T’avais 28 ans. Tassés ? C’était la 1ère fois que tu tripotais un minou, c’était la révolution. La révolution partout, dans ton calbute I’m a Porn Star, la révolution en gelée translucide dégueulant sur ta main. Elle avait le minou qui ne sentait pas la rose, voire même, qui sentait presque les excréments, mais tu te serais mis le nez dedans si elle t’avait laissé faire. Bizarre cette nana, elle te laissait la lui mettre dans le cul, puis dans la bouche, à nouveau dans le cul, re-la-bouche, inlassablement (enfin, aussi lassablement que le permettait ton endurance-dégorgement) mais elle refusait absolument que tu fourres ta langue dans son immaculé Zara Home !

Aujourd’hui, t’as 40 ans ? Tassés ? Et tu n’as plus jamais revu ce minou malodorant. C’est un trésor-souvenir excavé par des pilleurs de tombes. Son minou est exposé à ce jour au British Museum. Entre une momie et une tunique motif écossais en latex signée Vivienne Westwood. Un petit projecteur l’éclaire et lui offre une teinte défraîchie (la teinte d’un Vermeer). Et parfois, tu te réveilles, gluant de sueur, bite collée à l’oreiller, le goût illusoire, jamais connu, de son con, dansant sur tes papilles. Un goût (Pollux s’insère ici pour le rappeler) qui te sera à jamais étranger (à mons de braver la sécurité du Rosbif Museum ; bonne chance !)

Tu n’as plus jamais revu de minou en fait. C’est pour cette raison qu’il y a plein de photos de filles à poil sur ton blog ? Tu t’astiques doucereusement devant ton placard 2.0, troqué au prêteur sur gages de la postérité. A chacun son Mont de Piété, chuchote Polluxx, de passage en Angleterre, dans l’oreille velue du minou retrouvé.

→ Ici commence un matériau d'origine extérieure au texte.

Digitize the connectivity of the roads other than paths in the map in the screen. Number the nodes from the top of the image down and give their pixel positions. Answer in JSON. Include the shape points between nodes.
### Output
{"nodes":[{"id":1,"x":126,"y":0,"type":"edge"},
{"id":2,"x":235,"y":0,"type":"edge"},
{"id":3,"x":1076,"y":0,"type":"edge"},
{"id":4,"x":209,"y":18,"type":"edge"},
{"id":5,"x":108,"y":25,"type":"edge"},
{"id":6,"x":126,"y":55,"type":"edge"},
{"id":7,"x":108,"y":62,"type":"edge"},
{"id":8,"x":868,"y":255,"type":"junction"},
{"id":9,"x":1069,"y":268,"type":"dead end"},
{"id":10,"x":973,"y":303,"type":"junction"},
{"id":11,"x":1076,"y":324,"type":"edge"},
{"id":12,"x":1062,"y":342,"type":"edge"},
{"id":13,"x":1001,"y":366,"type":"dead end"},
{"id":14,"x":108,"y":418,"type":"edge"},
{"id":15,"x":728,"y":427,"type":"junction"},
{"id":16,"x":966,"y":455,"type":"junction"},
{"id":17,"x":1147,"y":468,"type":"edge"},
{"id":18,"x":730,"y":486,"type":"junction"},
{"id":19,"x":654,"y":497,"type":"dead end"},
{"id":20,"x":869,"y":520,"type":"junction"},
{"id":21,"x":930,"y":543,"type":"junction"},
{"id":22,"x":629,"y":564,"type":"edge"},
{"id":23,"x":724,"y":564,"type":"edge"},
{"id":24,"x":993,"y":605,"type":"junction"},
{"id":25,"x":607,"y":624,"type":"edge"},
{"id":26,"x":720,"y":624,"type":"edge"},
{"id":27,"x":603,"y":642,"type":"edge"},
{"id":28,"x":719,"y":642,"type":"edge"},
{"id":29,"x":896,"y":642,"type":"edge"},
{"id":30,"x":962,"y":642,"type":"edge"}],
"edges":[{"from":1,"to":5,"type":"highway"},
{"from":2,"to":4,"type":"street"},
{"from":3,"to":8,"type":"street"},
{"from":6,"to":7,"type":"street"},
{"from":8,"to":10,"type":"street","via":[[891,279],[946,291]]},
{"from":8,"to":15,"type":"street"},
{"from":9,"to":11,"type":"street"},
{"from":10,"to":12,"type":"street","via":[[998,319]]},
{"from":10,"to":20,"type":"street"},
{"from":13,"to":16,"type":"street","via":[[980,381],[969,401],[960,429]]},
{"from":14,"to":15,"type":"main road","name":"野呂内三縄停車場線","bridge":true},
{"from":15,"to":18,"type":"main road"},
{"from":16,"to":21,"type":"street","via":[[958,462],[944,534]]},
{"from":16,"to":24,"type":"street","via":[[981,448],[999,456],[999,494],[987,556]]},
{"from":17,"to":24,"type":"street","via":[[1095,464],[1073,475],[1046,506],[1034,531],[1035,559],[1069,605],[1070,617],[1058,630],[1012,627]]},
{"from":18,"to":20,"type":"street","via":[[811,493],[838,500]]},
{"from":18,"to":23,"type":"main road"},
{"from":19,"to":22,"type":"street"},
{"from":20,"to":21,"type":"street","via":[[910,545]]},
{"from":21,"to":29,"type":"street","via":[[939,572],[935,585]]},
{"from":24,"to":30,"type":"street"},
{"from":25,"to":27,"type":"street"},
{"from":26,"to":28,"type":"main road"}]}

Réprimant un bâillement sournois, Polluxx pianote dans un troquet assaini, sur son portable Sony Vaio Z21WN/B 13,1’’ TFT 3G+, doté d’un processeur Intel Core 2 Duo P9500, d’un disque dur 250 GO et d’une RAM boostée à hauteur de 8 GO. Une Rolls pour ses doigts délicats, ses ongles droits et manucurés. Malgré le bannissement de la pourriture organique humaine, la salle pue les odeurs d’antan, qui se sont incrustées partout et perdureront tant que le monde sera monde, c’est à dire, tant qu’il y aura des troquets dignes de ce nom contre laquelle toute javel, même industrielle, sera inefficace.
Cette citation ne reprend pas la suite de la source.